## [PROBLEM DETAILS]
Your answer should be the lines below from the one with "thumb mcp: (494, 393)" to the one with "pinky mcp: (459, 390)", both included, given again exactly and with nothing added.

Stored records

■ ■ ■ ■

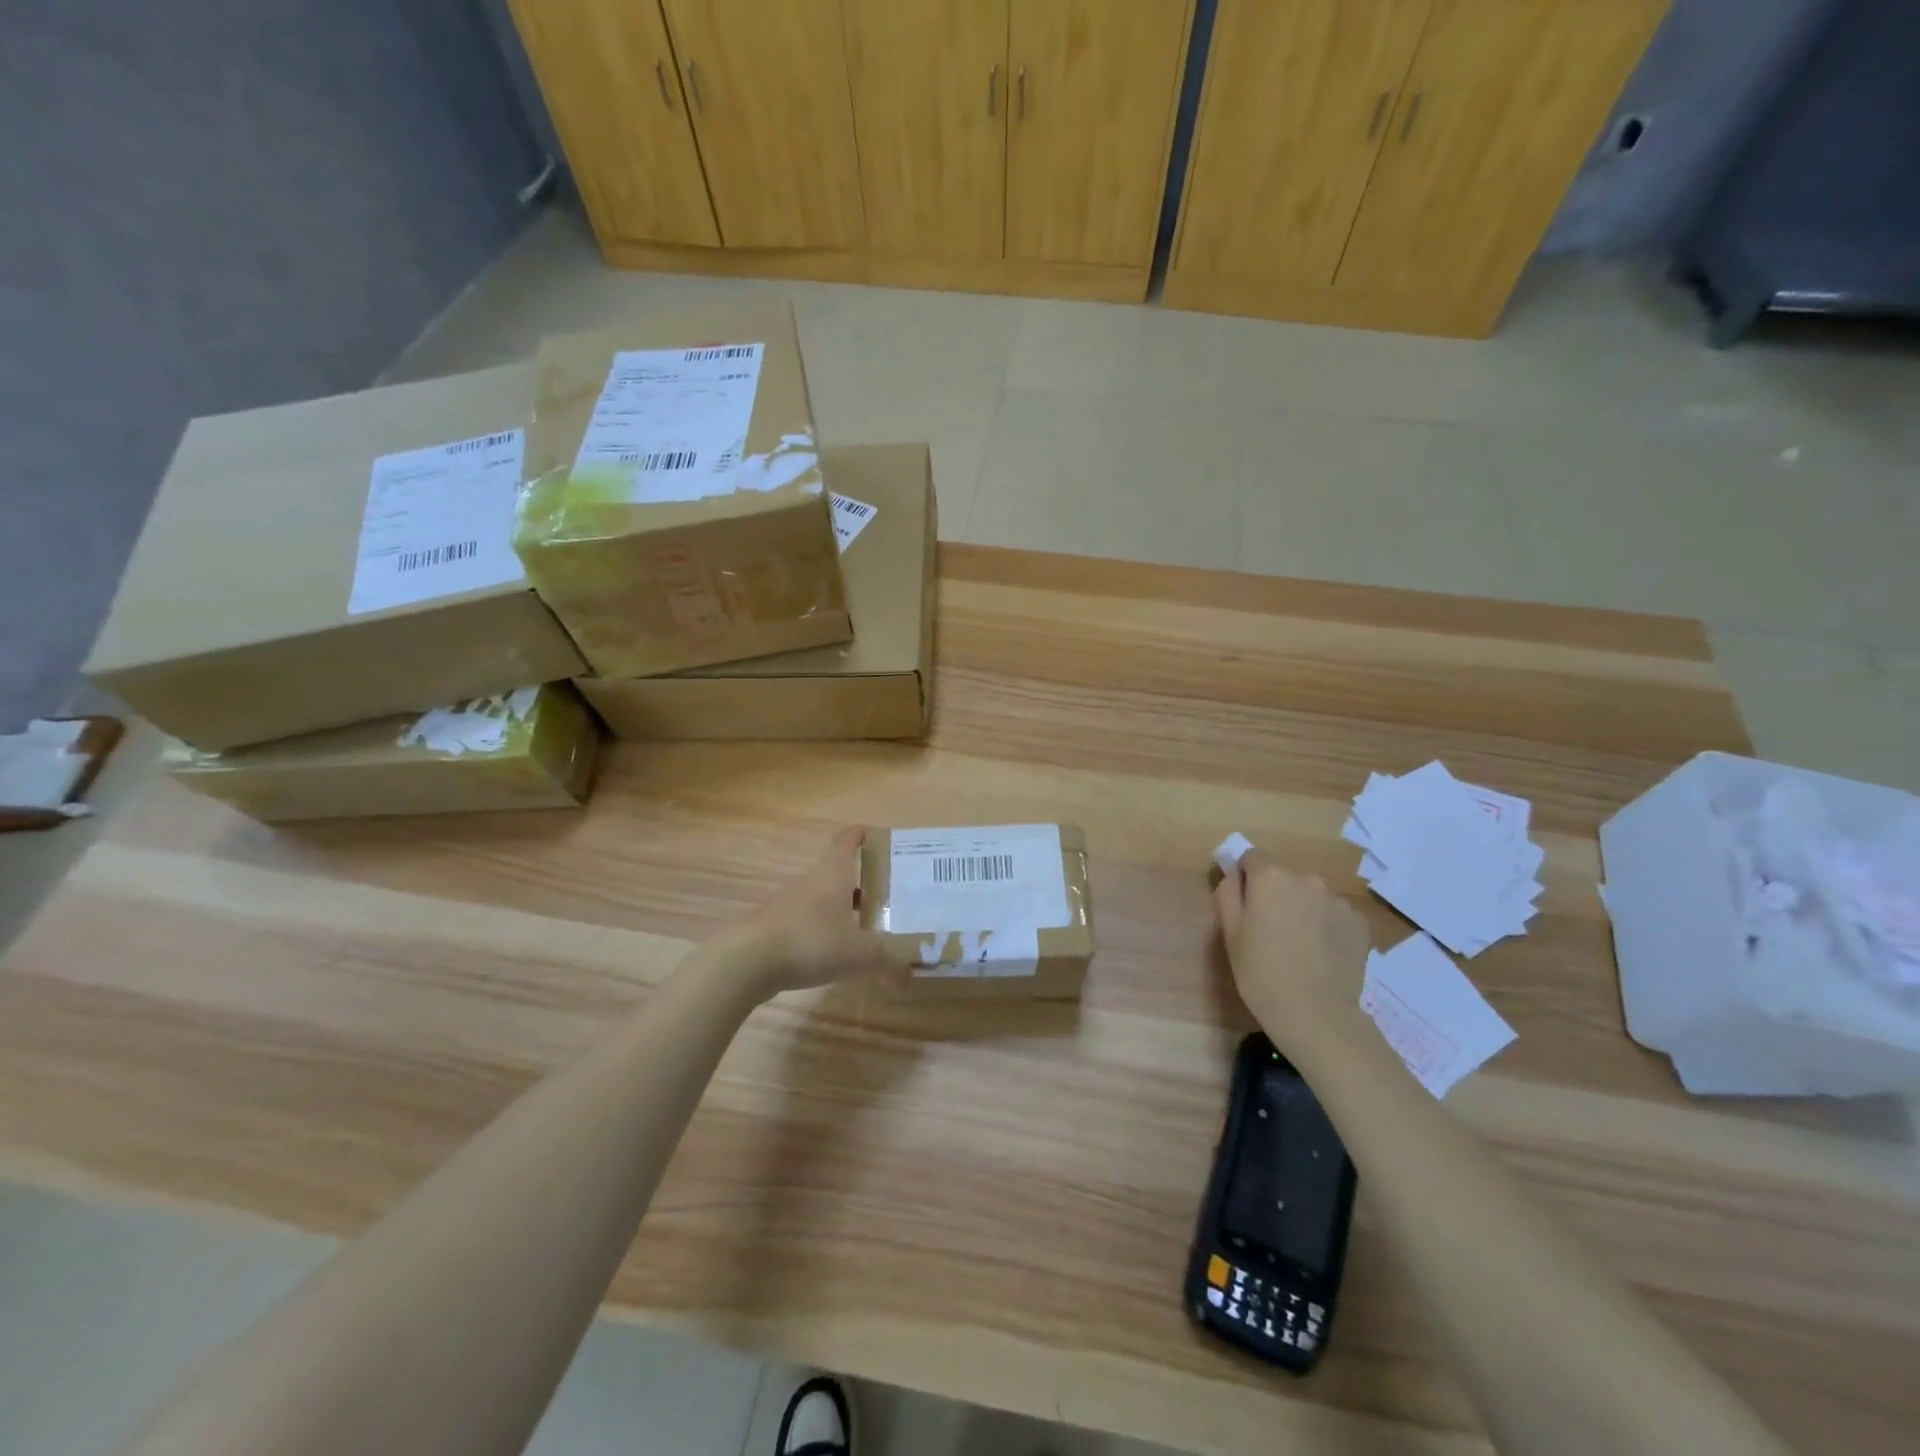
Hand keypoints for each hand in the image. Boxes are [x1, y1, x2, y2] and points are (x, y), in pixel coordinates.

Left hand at [722, 827, 900, 997]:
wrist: (746, 961)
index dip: (864, 833)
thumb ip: (888, 963)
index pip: (848, 838)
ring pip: (824, 897)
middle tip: (891, 896)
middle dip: (865, 881)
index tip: (882, 838)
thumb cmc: (810, 942)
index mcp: (833, 874)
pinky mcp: (776, 927)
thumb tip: (910, 977)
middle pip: (840, 871)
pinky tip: (837, 953)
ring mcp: (790, 904)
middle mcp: (812, 882)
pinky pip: (809, 921)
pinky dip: (826, 929)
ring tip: (869, 928)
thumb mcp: (859, 954)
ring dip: (845, 907)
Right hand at [1214, 845, 1372, 1046]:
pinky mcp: (1360, 923)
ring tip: (1299, 946)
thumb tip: (1232, 871)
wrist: (1316, 1014)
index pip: (1252, 857)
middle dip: (1276, 894)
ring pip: (1311, 895)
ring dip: (1303, 909)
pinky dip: (1326, 926)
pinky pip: (1335, 914)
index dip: (1245, 878)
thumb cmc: (1261, 973)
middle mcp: (1307, 879)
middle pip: (1284, 876)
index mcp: (1271, 877)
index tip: (1244, 905)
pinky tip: (1321, 954)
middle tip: (1269, 930)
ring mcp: (1338, 900)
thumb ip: (1228, 892)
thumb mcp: (1230, 933)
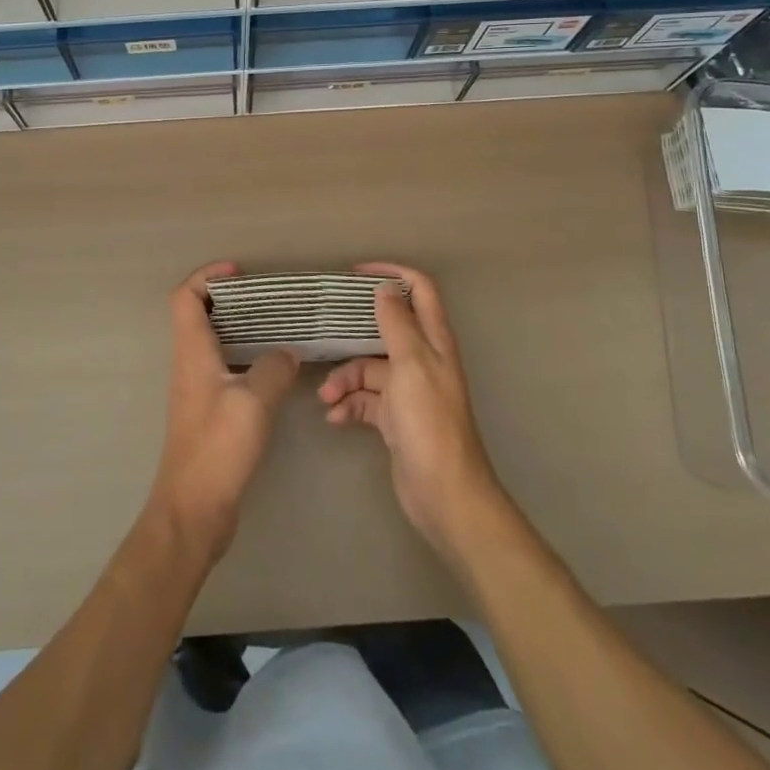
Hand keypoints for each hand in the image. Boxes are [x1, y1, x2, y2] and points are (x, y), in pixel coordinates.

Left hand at [149, 263, 299, 561]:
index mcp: (192, 352)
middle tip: (266, 296)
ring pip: (212, 341)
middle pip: (198, 314)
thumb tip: (287, 352)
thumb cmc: (218, 448)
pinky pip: (224, 367)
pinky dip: (245, 356)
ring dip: (238, 326)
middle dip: (229, 297)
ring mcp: (197, 389)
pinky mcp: (208, 411)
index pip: (185, 296)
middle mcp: (189, 364)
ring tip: (276, 325)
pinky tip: (274, 369)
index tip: (239, 271)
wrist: (193, 510)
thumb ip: (274, 369)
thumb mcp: (253, 402)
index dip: (207, 275)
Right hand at [319, 262, 506, 555]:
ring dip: (345, 378)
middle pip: (385, 329)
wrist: (444, 495)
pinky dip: (348, 404)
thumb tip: (385, 288)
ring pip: (368, 368)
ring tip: (326, 397)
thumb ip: (397, 324)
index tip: (356, 273)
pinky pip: (365, 400)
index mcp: (433, 341)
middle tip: (324, 328)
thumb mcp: (411, 365)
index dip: (392, 273)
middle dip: (353, 331)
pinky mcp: (394, 418)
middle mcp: (422, 360)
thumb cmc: (429, 423)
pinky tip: (335, 417)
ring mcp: (407, 390)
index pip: (419, 289)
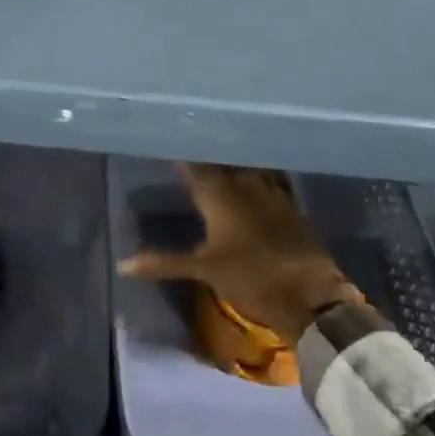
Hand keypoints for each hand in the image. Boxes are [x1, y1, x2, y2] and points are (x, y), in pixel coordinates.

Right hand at [120, 163, 362, 344]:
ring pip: (244, 166)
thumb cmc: (252, 279)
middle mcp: (243, 183)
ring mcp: (270, 190)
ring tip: (216, 157)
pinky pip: (268, 177)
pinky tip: (250, 176)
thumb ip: (164, 262)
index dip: (180, 155)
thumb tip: (123, 264)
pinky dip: (255, 174)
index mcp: (219, 194)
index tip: (167, 141)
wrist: (311, 294)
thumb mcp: (204, 271)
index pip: (192, 166)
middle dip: (203, 156)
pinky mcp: (290, 202)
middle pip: (219, 162)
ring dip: (230, 162)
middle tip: (188, 148)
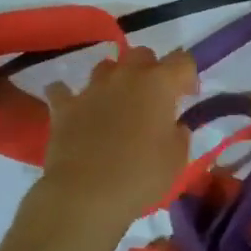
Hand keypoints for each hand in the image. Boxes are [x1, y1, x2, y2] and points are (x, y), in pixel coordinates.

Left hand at [26, 46, 196, 237]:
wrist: (85, 195)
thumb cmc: (140, 176)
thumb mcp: (177, 159)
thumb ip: (179, 134)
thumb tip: (174, 126)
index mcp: (159, 84)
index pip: (183, 61)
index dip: (188, 75)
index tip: (188, 96)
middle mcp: (126, 77)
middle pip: (142, 54)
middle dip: (151, 69)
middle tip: (153, 97)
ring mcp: (92, 89)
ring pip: (106, 66)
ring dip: (114, 78)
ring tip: (117, 102)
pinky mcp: (64, 107)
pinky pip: (62, 91)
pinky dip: (68, 96)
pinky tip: (74, 108)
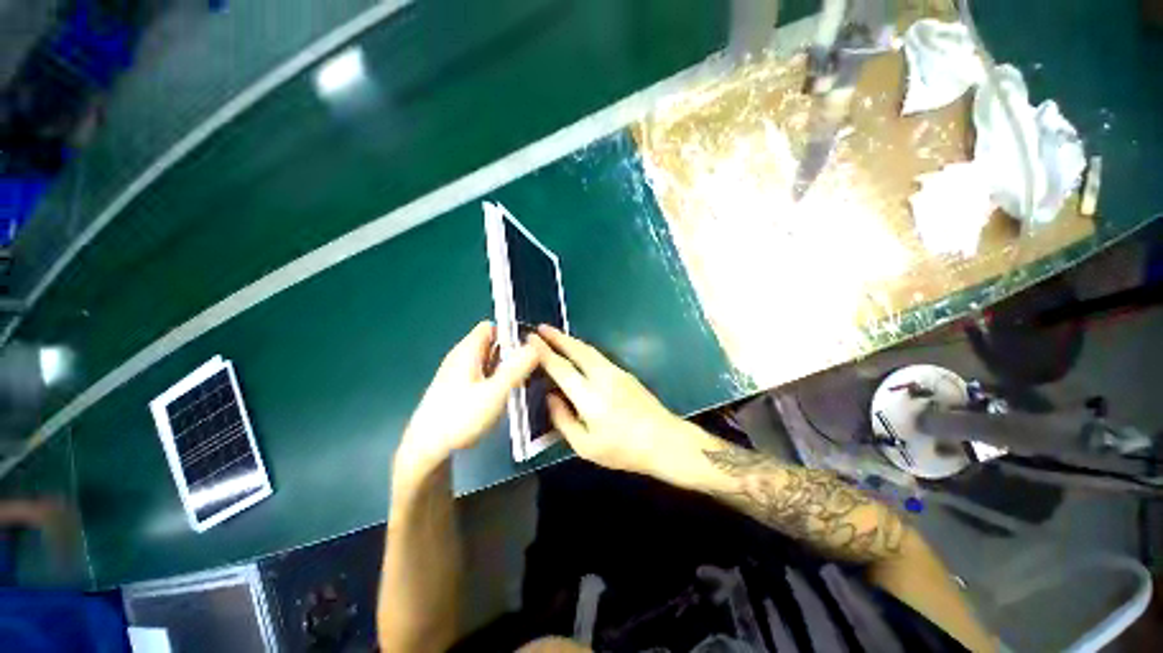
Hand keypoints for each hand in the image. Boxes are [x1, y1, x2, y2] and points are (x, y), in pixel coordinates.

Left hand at [394, 321, 537, 487]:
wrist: (425, 451)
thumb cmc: (459, 418)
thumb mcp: (494, 393)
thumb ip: (516, 369)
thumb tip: (535, 346)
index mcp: (467, 351)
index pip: (491, 327)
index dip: (511, 332)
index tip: (531, 346)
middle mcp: (462, 358)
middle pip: (492, 344)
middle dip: (513, 352)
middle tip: (534, 366)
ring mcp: (459, 375)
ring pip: (489, 361)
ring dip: (507, 367)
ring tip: (527, 380)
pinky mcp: (459, 390)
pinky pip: (484, 376)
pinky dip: (498, 379)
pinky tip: (509, 394)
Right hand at [529, 325, 693, 477]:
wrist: (665, 440)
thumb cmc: (623, 449)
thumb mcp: (586, 446)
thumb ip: (564, 420)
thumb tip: (551, 397)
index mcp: (589, 396)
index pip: (561, 368)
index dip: (544, 352)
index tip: (531, 339)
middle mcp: (602, 377)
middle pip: (577, 350)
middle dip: (557, 337)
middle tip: (541, 328)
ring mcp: (616, 372)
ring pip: (589, 350)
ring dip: (571, 341)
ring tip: (556, 336)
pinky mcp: (625, 373)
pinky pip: (598, 356)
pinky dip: (583, 350)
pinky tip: (578, 353)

■ ■ ■ ■

## [WRITTEN SOLUTION]
thumb mcp: (494, 393)
thumb ip: (516, 369)
thumb tip: (535, 346)
index mcp: (467, 351)
index pip: (491, 327)
index dip: (511, 332)
index tip: (531, 346)
middle mcp: (462, 358)
middle pip: (492, 344)
middle dip: (513, 352)
middle tip: (534, 366)
ring mcp: (459, 375)
ring pip: (489, 361)
ring dip: (507, 367)
ring tip: (527, 380)
pinky mcp: (459, 390)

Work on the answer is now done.